Consolidation deficits in episodic memory define distinct clinical and neurodegenerative profiles in Huntington’s disease

Background: Huntington’s disease (HD) is primarily associated with executive dysfunction, but episodic memory impairment is also present. Traditionally, these memory deficits have been attributed to retrieval difficulties linked to fronto-striatal dysfunction, rather than to disruptions in encoding or consolidation processes. However, the specific nature and diversity of memory impairments in HD remain underexplored. Objective: To characterize the profile of episodic memory impairment in HD, identify distinct cognitive phenotypes, and examine their clinical, neuroanatomical, and biomarker correlates.
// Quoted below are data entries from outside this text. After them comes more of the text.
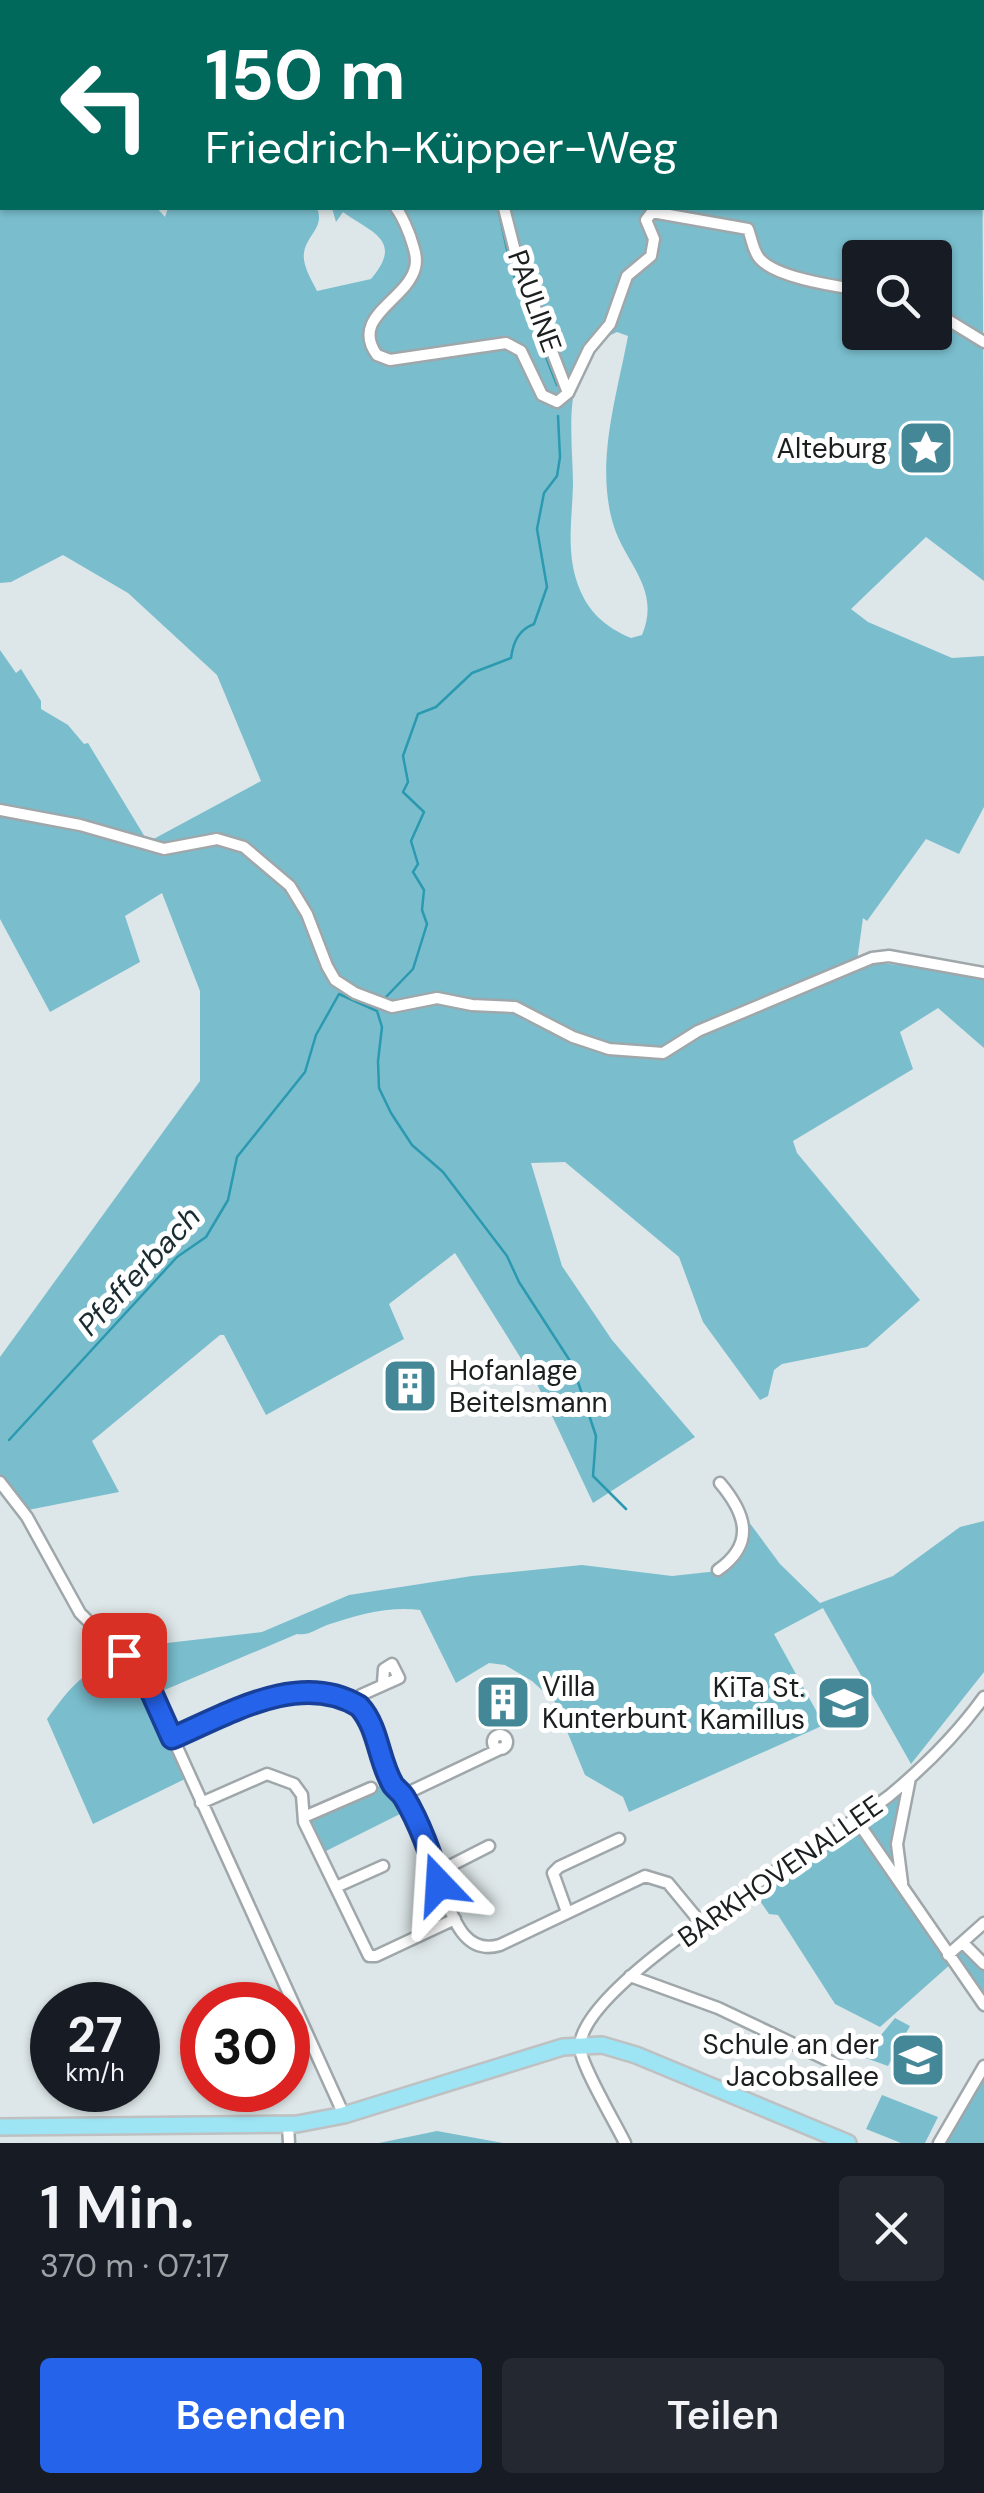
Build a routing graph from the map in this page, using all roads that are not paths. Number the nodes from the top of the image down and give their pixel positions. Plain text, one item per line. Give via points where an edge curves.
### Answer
1 (397, 210) edge
2 (505, 210) edge
3 (842, 287) edge
4 (952, 322) edge
5 (984, 342) edge
6 (568, 394) junction
7 (0, 810) edge
8 (984, 973) edge
9 (0, 1482) edge
10 (720, 1484) dead end
11 (718, 1570) dead end
12 (384, 1682) dead end
13 (984, 1697) edge
14 (354, 1703) junction
15 (172, 1738) junction
16 (502, 1748) dead end
17 (910, 1778) junction
18 (371, 1788) dead end
19 (403, 1795) junction
20 (201, 1803) junction
21 (304, 1817) junction
22 (854, 1818) junction
23 (619, 1839) dead end
24 (488, 1846) dead end
25 (383, 1866) dead end
26 (438, 1872) junction
27 (336, 1887) junction
28 (902, 1889) junction
29 (567, 1912) junction
30 (455, 1918) junction
31 (701, 1923) junction
32 (984, 1923) edge
33 (963, 1943) junction
34 (948, 1955) junction
35 (984, 1964) edge
36 (630, 1976) junction
37 (984, 2005) edge
38 (580, 2045) junction
39 (840, 2066) dead end
40 (984, 2066) edge
41 (344, 2115) junction
42 (288, 2125) junction
43 (0, 2127) edge
44 (102, 2135) edge
45 (289, 2143) edge
46 (625, 2143) edge
47 (848, 2143) edge
48 (939, 2143) edge

1 - 6 street via 416,263 370,327 377,355 390,360 506,343 521,351 542,395 557,402
2 - 6 street, PAULINE
3 - 6 street via 772,267 758,257 748,229 652,212 646,220 654,239 651,256 627,276 610,324
4 - 5 street
7 - 8 street via 164,849 217,839 244,846 290,886 327,966 354,993 392,1007 438,998 507,1006 592,1045 664,1053 698,1031 872,958
9 - 15 street via 80,1613 146,1680
10 - 11 street via 744,1534 737,1554
12 - 14 street
13 - 17 street, BARKHOVENALLEE
14 - 15 street via 322,1692 284,1695
14 - 19 street via 364,1711
15 - 20 street
16 - 19 street
17 - 22 street, BARKHOVENALLEE
17 - 28 street via 897,1844
18 - 21 street
19 - 26 street
20 - 21 street via 270,1774 298,1788
20 - 41 street
21 - 27 street
22 - 28 street
22 - 31 street, BARKHOVENALLEE
23 - 29 street via 553,1873
24 - 26 street
25 - 27 street
26 - 30 street
27 - 30 street via 370,1956
28 - 34 street
29 - 30 street via 487,1948 466,1939
29 - 31 street via 652,1876 668,1882
31 - 36 street, BARKHOVENALLEE
32 - 33 street
33 - 34 street
33 - 35 street
34 - 37 street
36 - 38 street, BARKHOVENALLEE via 585,2028
36 - 39 street via 718,2008
38 - 41 main road
38 - 46 street
38 - 47 main road via 620,2049
40 - 48 street
41 - 42 main road
42 - 44 main road
42 - 45 street
43 - 44 main road

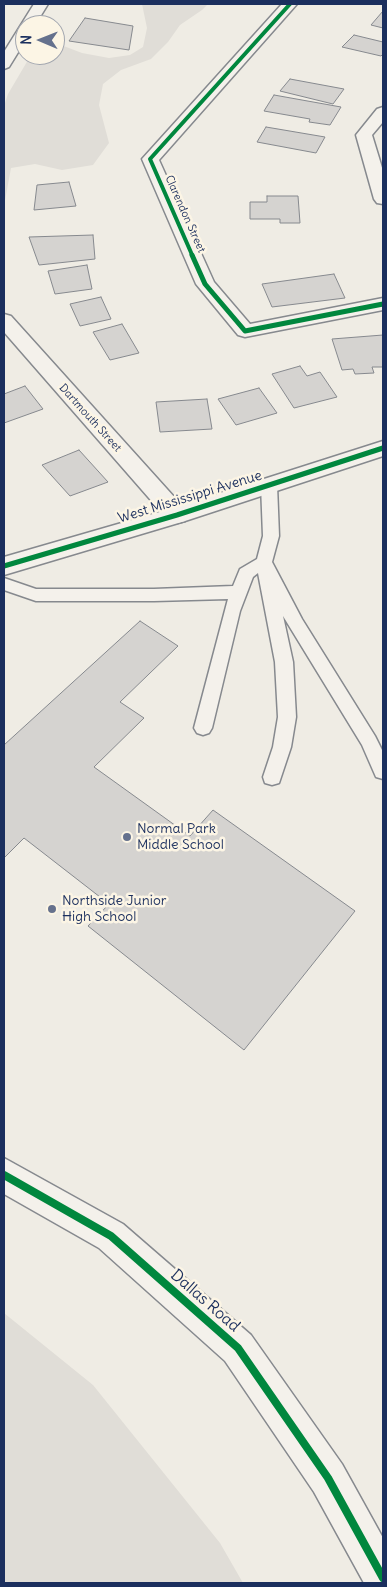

Methods: We assessed episodic memory in HD patients and healthy controls using the Free and Cued Selective Reminding Test (FCSRT), complemented by Item-Specific Deficit Approach (ISDA) indices to quantify encoding, consolidation, and retrieval deficits. Structural MRI was used to identify gray matter volume correlates, and plasma neurofilament light chain (NfL) was measured as a marker of neuroaxonal injury. Results: Compared to controls, HD patients showed marked impairments in free recall with preserved cued recall, suggesting predominant retrieval deficits. However, nearly one-third of patients exhibited global impairments across all FCSRT components, mainly driven by consolidation deficits consistent with medial temporal lobe dysfunction. This subgroup also showed worse cognitive and functional performance and significant atrophy in the hippocampus, entorhinal cortex, and parahippocampal gyrus. Conclusion: Episodic memory dysfunction in HD is heterogeneous and includes both retrieval-related and consolidation-driven profiles. These profiles reflect distinct neurodegenerative patterns, emphasizing the importance of cognitive subtyping for improving clinical characterization and biomarker development in HD.